Material supplied: Begin

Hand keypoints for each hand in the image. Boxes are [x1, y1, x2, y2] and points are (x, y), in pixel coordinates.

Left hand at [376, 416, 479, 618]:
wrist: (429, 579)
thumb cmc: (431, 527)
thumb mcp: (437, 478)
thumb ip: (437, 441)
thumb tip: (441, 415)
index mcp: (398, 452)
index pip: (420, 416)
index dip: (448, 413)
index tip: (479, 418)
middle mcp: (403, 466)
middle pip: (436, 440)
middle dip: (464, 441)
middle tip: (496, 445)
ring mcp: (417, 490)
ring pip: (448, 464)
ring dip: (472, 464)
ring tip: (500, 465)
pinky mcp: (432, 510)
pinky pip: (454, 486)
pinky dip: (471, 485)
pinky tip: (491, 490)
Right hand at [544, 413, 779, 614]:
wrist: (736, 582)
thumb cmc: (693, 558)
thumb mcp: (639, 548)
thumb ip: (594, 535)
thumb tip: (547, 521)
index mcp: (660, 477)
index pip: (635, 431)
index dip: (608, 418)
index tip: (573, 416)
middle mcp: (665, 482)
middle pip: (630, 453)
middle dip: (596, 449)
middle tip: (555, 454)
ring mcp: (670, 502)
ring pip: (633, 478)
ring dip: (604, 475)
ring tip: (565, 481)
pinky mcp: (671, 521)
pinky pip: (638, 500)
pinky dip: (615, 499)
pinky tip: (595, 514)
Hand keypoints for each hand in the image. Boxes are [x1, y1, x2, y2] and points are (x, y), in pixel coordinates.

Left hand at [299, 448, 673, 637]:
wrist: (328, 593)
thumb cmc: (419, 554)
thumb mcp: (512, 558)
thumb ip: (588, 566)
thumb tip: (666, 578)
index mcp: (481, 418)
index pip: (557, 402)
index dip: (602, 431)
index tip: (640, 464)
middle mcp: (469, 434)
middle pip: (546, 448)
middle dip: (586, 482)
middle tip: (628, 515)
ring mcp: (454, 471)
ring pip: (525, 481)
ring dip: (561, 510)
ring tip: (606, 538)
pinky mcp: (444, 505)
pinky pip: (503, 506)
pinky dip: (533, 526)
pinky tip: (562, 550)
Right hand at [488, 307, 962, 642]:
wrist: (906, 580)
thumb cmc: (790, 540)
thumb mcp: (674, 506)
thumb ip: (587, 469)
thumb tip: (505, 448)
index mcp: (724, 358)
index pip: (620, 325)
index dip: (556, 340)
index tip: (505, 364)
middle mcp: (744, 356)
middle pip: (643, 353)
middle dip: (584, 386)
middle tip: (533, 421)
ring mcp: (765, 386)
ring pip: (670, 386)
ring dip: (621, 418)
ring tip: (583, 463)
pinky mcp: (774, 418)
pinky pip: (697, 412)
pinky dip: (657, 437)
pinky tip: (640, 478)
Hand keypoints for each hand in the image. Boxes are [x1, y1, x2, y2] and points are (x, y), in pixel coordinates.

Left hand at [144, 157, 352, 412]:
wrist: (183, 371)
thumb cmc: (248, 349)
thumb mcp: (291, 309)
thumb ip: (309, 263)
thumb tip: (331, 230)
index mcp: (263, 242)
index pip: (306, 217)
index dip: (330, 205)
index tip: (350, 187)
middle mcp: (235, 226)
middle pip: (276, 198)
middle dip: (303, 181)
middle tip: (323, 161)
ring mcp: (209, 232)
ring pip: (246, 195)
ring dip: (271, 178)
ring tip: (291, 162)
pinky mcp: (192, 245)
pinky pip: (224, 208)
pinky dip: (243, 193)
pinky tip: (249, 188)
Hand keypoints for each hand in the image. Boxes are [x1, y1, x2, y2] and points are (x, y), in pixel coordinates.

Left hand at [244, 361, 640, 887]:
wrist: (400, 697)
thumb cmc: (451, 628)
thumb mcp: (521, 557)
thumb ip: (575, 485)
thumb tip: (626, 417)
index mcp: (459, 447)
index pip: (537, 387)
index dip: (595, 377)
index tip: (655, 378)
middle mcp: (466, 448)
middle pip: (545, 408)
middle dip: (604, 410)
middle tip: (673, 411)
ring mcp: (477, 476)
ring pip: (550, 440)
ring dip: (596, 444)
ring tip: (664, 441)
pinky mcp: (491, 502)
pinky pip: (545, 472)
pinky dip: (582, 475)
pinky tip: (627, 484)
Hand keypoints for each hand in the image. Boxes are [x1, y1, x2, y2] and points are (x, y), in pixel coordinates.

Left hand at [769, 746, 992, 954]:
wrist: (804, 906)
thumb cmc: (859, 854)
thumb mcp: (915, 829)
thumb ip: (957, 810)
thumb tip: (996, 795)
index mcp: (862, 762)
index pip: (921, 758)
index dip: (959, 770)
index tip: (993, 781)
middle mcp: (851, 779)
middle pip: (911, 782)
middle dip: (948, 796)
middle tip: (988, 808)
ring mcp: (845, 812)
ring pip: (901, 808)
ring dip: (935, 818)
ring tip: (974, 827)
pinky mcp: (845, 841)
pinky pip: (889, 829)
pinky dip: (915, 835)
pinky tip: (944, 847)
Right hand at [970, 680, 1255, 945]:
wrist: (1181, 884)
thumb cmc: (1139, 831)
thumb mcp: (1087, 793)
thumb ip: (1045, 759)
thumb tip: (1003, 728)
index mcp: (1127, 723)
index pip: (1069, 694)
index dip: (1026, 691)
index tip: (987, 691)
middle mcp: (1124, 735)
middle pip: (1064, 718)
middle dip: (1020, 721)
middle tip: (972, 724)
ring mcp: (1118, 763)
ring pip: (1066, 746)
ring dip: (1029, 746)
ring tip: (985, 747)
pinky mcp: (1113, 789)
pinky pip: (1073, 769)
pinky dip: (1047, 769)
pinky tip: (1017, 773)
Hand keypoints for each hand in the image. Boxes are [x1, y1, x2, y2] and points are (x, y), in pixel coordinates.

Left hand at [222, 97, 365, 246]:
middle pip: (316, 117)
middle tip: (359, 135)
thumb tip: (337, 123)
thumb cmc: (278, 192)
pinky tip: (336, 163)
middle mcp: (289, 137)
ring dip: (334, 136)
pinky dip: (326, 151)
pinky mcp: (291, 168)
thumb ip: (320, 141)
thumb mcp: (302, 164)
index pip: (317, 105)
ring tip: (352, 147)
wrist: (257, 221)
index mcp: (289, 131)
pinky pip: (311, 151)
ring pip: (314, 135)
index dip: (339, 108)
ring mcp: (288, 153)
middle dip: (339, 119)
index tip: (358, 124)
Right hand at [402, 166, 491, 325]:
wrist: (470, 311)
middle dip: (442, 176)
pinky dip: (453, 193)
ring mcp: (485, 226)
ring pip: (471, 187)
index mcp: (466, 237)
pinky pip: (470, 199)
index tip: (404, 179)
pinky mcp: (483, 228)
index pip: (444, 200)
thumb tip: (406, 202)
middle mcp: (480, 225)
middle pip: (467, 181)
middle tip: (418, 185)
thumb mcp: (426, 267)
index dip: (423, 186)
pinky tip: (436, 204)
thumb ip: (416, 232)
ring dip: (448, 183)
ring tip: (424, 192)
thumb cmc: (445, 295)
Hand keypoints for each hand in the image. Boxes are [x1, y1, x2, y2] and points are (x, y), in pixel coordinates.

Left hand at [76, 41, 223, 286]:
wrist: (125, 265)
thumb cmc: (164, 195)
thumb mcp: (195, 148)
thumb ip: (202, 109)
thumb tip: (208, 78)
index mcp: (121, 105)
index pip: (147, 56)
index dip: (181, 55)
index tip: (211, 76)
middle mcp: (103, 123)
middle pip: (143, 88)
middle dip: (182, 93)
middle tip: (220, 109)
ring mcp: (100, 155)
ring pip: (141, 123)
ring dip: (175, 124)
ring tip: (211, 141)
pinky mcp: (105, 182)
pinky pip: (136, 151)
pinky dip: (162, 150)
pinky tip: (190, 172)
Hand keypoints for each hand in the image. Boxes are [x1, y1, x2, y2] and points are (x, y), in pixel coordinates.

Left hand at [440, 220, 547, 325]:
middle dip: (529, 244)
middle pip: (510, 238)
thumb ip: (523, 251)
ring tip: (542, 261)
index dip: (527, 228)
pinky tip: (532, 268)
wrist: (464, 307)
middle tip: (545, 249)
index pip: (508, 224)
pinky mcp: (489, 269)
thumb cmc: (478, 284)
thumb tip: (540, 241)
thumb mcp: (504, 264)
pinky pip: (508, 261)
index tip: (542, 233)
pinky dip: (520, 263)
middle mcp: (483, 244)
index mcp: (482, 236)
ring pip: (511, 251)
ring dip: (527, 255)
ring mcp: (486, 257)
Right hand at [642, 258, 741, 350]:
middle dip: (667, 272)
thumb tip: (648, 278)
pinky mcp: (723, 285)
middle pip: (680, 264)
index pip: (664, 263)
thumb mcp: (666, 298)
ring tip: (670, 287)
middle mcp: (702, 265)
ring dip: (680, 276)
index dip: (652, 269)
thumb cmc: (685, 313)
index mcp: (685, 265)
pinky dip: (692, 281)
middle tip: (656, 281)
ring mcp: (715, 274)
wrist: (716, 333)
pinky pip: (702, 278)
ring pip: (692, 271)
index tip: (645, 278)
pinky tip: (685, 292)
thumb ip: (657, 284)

Material supplied: End

Search the listing above for the lines with "index tip: (505, 364)" and "pinky tip: (627, 484)", then output those lines and all lines between them exactly.

● Reply to the task:
index tip: (505, 364)
middle mcp: (744, 356)
middle pip: (643, 353)
middle dip: (584, 386)
middle tip: (533, 421)
ring mcp: (765, 386)
ring pip: (670, 386)
ring dip: (621, 418)
ring tip: (583, 463)
pinky mcp: (774, 418)
pinky pip: (697, 412)
pinky dip: (657, 437)
pinky tip: (640, 478)
Hand keypoints for each hand in the image. Boxes are [x1, y1, x2, y2] and points are (x, y), in pixel coordinates.

Left hand at [144, 157, 352, 412]:
wrist: (183, 371)
thumb cmc: (248, 349)
thumb mcp: (291, 309)
thumb ip: (309, 263)
thumb tip: (331, 230)
index mcp: (263, 242)
index pip: (306, 217)
index dip: (330, 205)
index tip: (350, 187)
middle mcp: (235, 226)
middle pip: (276, 198)
middle dip: (303, 181)
middle tip: (323, 161)
ring mcp: (209, 232)
ring pip: (246, 195)
ring dip: (271, 178)
ring tip: (291, 162)
pinky mcp: (192, 245)
pinky pip: (224, 208)
pinky dip: (243, 193)
pinky tip: (249, 188)
Hand keypoints for each hand in the image. Boxes are [x1, y1, x2, y2] and points are (x, y), in pixel coordinates.

Left hand at [244, 361, 640, 887]:
wrist: (400, 697)
thumb cmc: (451, 628)
thumb mcp: (521, 557)
thumb ip: (575, 485)
thumb tip: (626, 417)
index mcp: (459, 447)
index pip: (537, 387)
index dip: (595, 377)
index tip: (655, 378)
middle mcp: (466, 448)
middle pip: (545, 408)
middle dip: (604, 410)
middle tip: (673, 411)
ring mcp: (477, 476)
ring pip: (550, 440)
ring dip: (596, 444)
ring tip: (664, 441)
pinky mcp: (491, 502)
pinky pip: (545, 472)
pinky dip: (582, 475)
pinky tip: (627, 484)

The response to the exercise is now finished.